During Women’s History Month we celebrate the achievements of notable women, including three who called Bucks County home: Pearl S. Buck, Dorothy Parker, and Margaret Mead.
Pearl S. Buck, Author and Humanitarian (1892-1973)
“You cannot make yourself feel something you do not feel, but you can make yourself do right in spite of your feelings.”
Pearl S. Buck was born in West Virginia, but grew up in China as the daughter of missionaries. Trained as a teacher, she turned to writing in 1927, partly for financial reasons, and in 1931 published “The Good Earth.” A portrait of Chinese peasant life in the early twentieth century, the book earned her a Pulitzer Prize the following year.

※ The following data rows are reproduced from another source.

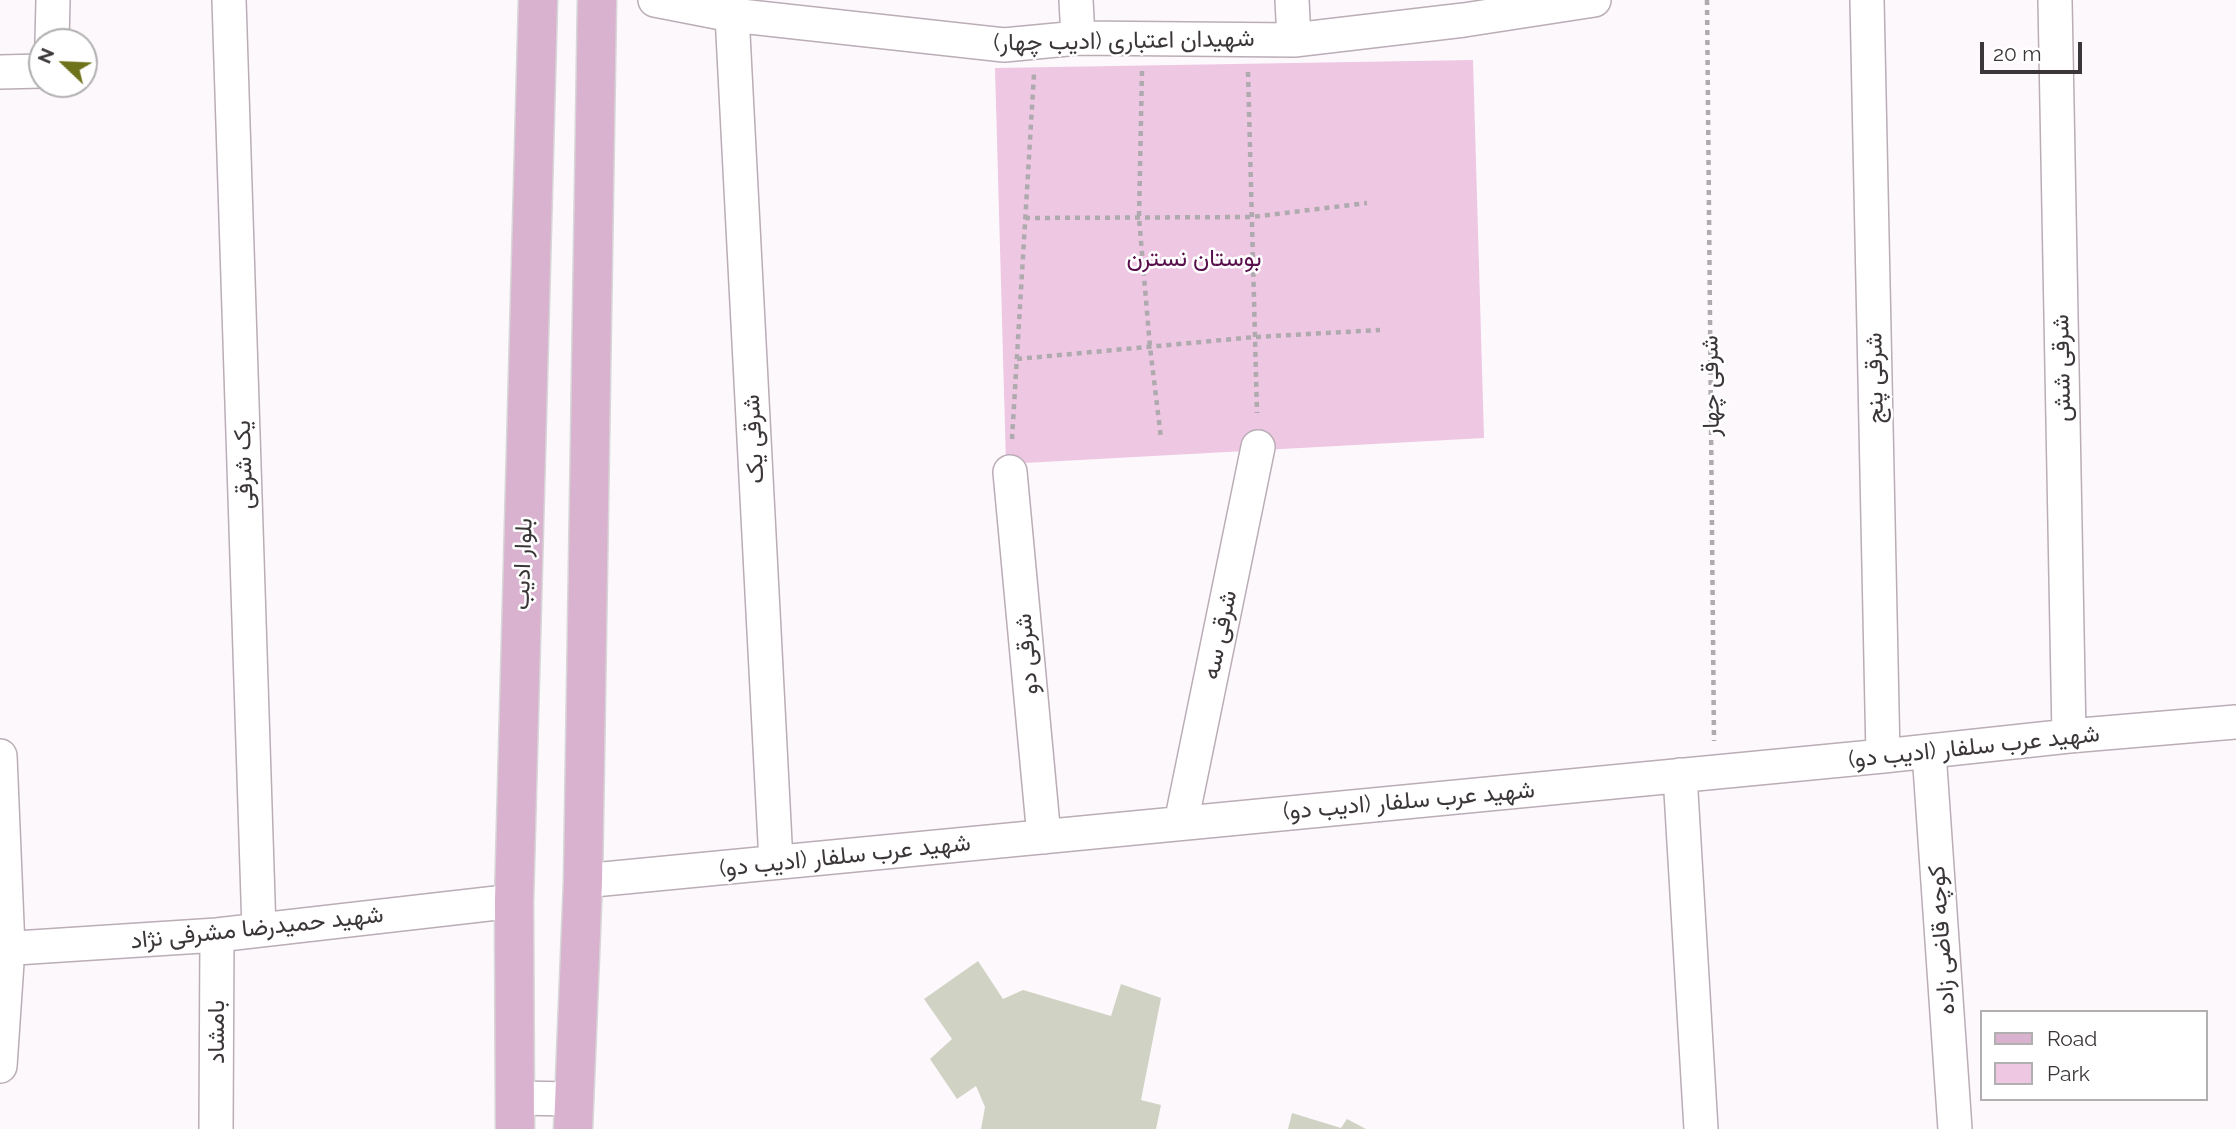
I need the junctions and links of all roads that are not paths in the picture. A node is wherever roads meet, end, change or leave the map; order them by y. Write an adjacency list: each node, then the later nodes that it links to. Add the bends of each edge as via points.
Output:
1 (53, 0): 13 (street)
2 (229, 0): 31 (street, یک شرقی)
3 (538, 0): 30 (main road, بلوار ادیب)
4 (597, 0): 29 (main road)
5 (655, 0): 12 (street, شهیدان اعتباری (ادیب چهار))
6 (1076, 0): 14 (street)
7 (1292, 0): 15 (street)
8 (1594, 0): 11 (street, شهیدان اعتباری (ادیب چهار))
9 (1867, 0): 23 (street, شرقی پنج)
10 (2055, 0): 21 (street, شرقی شش)
11 (1463, 10): 15 (street, شهیدان اعتباری (ادیب چهار))
12 (732, 15): 14 (street, شهیدان اعتباری (ادیب چهار), via 1004,45); 28 (street, شرقی یک)
13 (52, 28)
14 (1078, 38): 15 (street, شهیدان اعتباری (ادیب چهار))
15 (1294, 40)
16 (28, 71): 17 (street)
17 (0, 72)
18 (1258, 447): 26 (street, شرقی سه)
19 (1010, 472): 27 (street, شرقی دو)
20 (2236, 722): 21 (street, شهید عرب سلفار (ادیب دو))
21 (2069, 736): 22 (street, شهید عرب سلفار (ادیب دو))
22 (1929, 752): 23 (street, شهید عرب سلفار (ادیب دو)); 39 (street, کوچه قاضی زاده)
23 (1883, 756): 25 (street, شهید عرب سلفار (ادیب دو))
24 (0, 757): 33 (street)
25 (1680, 775): 26 (street, شهید عرب سلفار (ادیب دو)); 38 (street)
26 (1181, 823): 27 (street, شهید عرب سلفار (ادیب دو))
27 (1044, 836): 28 (street, شهید عرب سلفار (ادیب دو))
28 (776, 862): 29 (street, شهید عرب سلفار (ادیب دو))
29 (583, 881): 36 (main road)
30 (514, 901): 31 (street, شهید حمیدرضا مشرفی نژاد); 35 (main road, بلوار ادیب)
31 (259, 930): 32 (street, شهید حمیدرضا مشرفی نژاد)
32 (217, 935): 33 (street, شهید حمیدرضا مشرفی نژاد); 37 (street, بامشاد)
33 (4, 949): 34 (street)
34 (0, 1066)
35 (515, 1113): 36 (street)
36 (574, 1114)
37 (216, 1129)
38 (1701, 1129)
39 (1955, 1129)

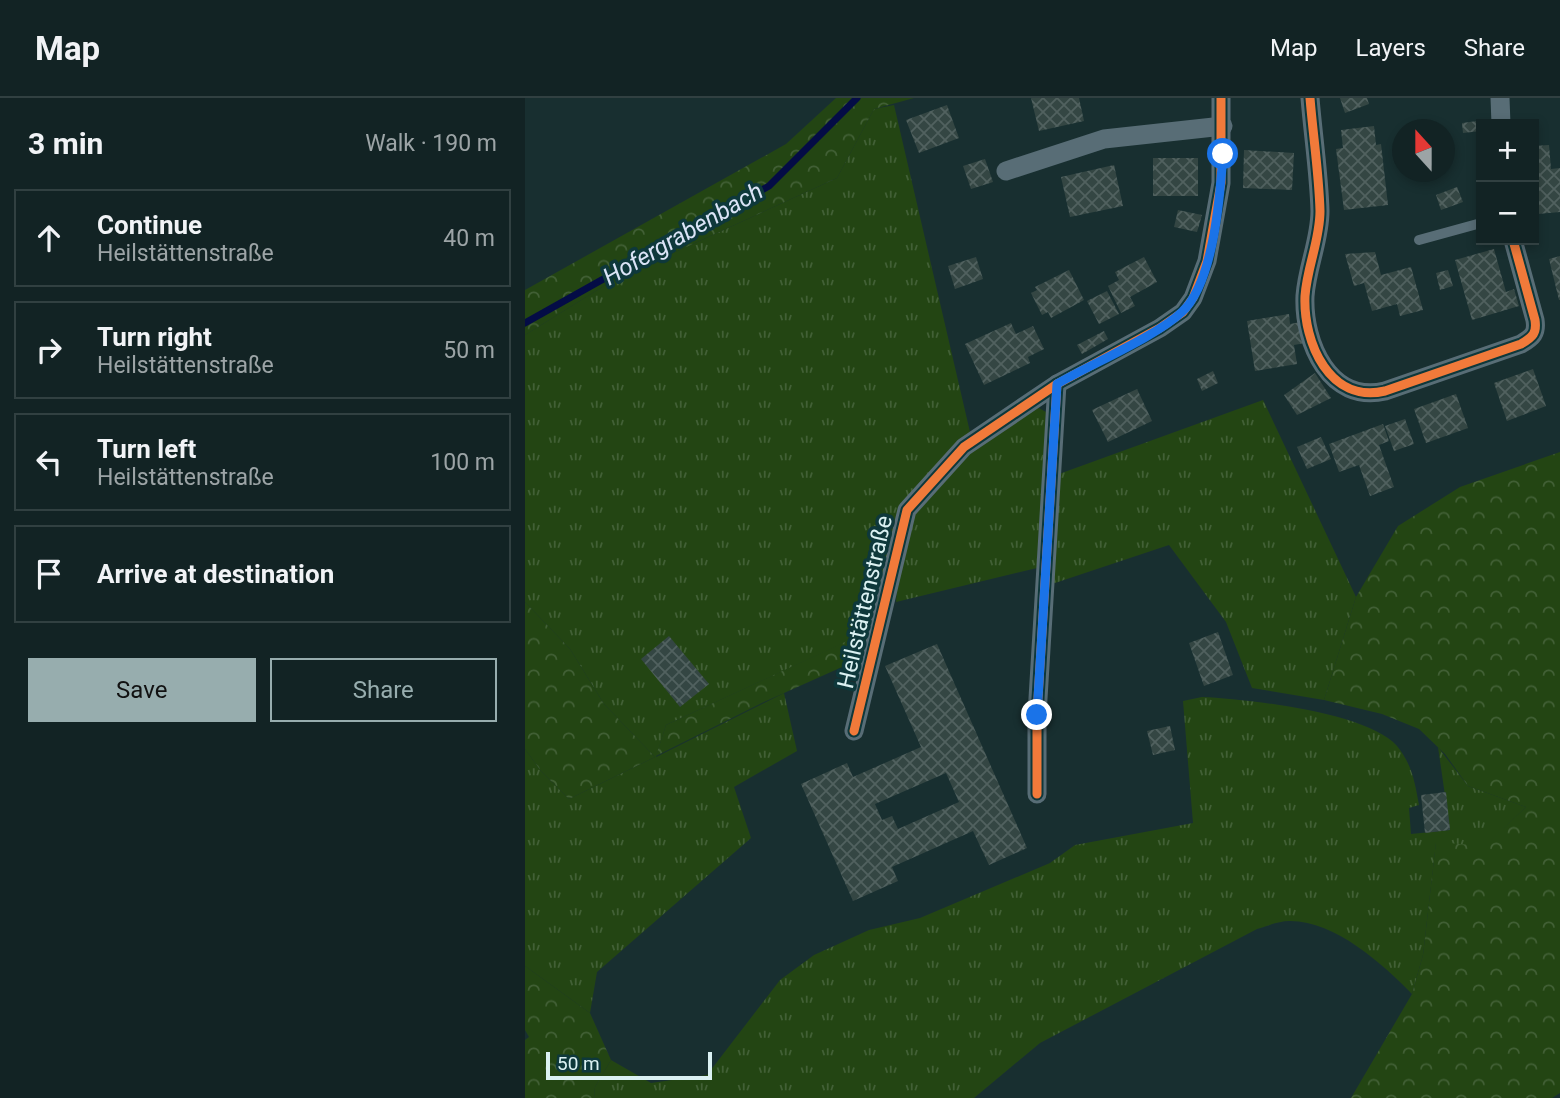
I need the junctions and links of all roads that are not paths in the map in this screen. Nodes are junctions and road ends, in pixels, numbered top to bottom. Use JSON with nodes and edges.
{"nodes":[{"id":1,"x":1221,"y":98,"type":"edge"},
{"id":2,"x":1310,"y":98,"type":"edge"},
{"id":3,"x":1500,"y":98,"type":"edge"},
{"id":4,"x":1501,"y":119,"type":"edge"},
{"id":5,"x":1223,"y":126,"type":"junction"},
{"id":6,"x":1006,"y":171,"type":"dead end"},
{"id":7,"x":1476,"y":224,"type":"edge"},
{"id":8,"x":1419,"y":240,"type":"dead end"},
{"id":9,"x":1514,"y":245,"type":"edge"},
{"id":10,"x":1057,"y":384,"type":"junction"},
{"id":11,"x":854,"y":731,"type":"dead end"},
{"id":12,"x":1037,"y":794,"type":"dead end"}],
"edges":[{"from":1,"to":5,"type":"street","name":"Heilstättenstraße"},
{"from":2,"to":9,"type":"street"},
{"from":3,"to":4,"type":"street"},
{"from":5,"to":6,"type":"street"},
{"from":5,"to":10,"type":"street","name":"Heilstättenstraße"},
{"from":7,"to":8,"type":"lane"},
{"from":10,"to":11,"type":"street","name":"Heilstättenstraße"},
{"from":10,"to":12,"type":"street"}]}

In 1934, Bucks returned to the U.S., eventually settling at Green Hills Farm in Perkasie. She received the Nobel Prize for Literature in 1938 and was the first woman to receive both the Pulitzer and Nobel prizes for Literature. She wrote approximately 100 books during her lifetime.
As a humanitarian, she founded The Welcome House Adoption Agency and the Pearl S. Buck Foundation, a “child sponsorship organization that helps children in their own countries with health, education, and job training.”
Dorothy Parker, Writer, Poet, and Critic (1893-1967)
“I hate writing; I love having written.”
Known for her acerbic wit, Dorothy Parker was a founding member of the Algonquin Round Table. Her short stories and poems appeared in The New Yorker, Vogue, and Vanity Fair, and she co-authored the screenplay for the 1937 adaptation of “A Star is Born.” She was nominated twice for an Academy Award for screenwriting.
Parker published her first poem when she was 21 and became an editor when she was only 22. She was a prolific writer, adept at poetry, short stories, criticism, and drama reviews.
Beginning in 1936, Parker lived in Pipersville for twenty years. The house, now a private residence, still stands.
Margaret Mead, Anthropologist and Author (1901-1978)
Never doubt that a small group of thoughtful, committed citizens can change the world; indeed, it’s the only thing that ever has.”
Born in Philadelphia, Margaret Mead was raised in Doylestown, and attended Buckingham Friends School. She popularized the study of anthropology with her first book, “Coming of Age in Samoa.” Published in 1928, when she was only 23, the book was based on Mead’s field work on female adolescents in Samoa. At the time of its publication, the work was considered scandalous. It has never gone out of print.
Mead was an assistant curator at the American Museum of Natural History, taught at Columbia University, wrote a monthly column in Redbook magazine, and lectured widely. She was considered an expert on human nature, nutrition, family life, and education. At the height of her popularity, the New York Times called her as a national oracle.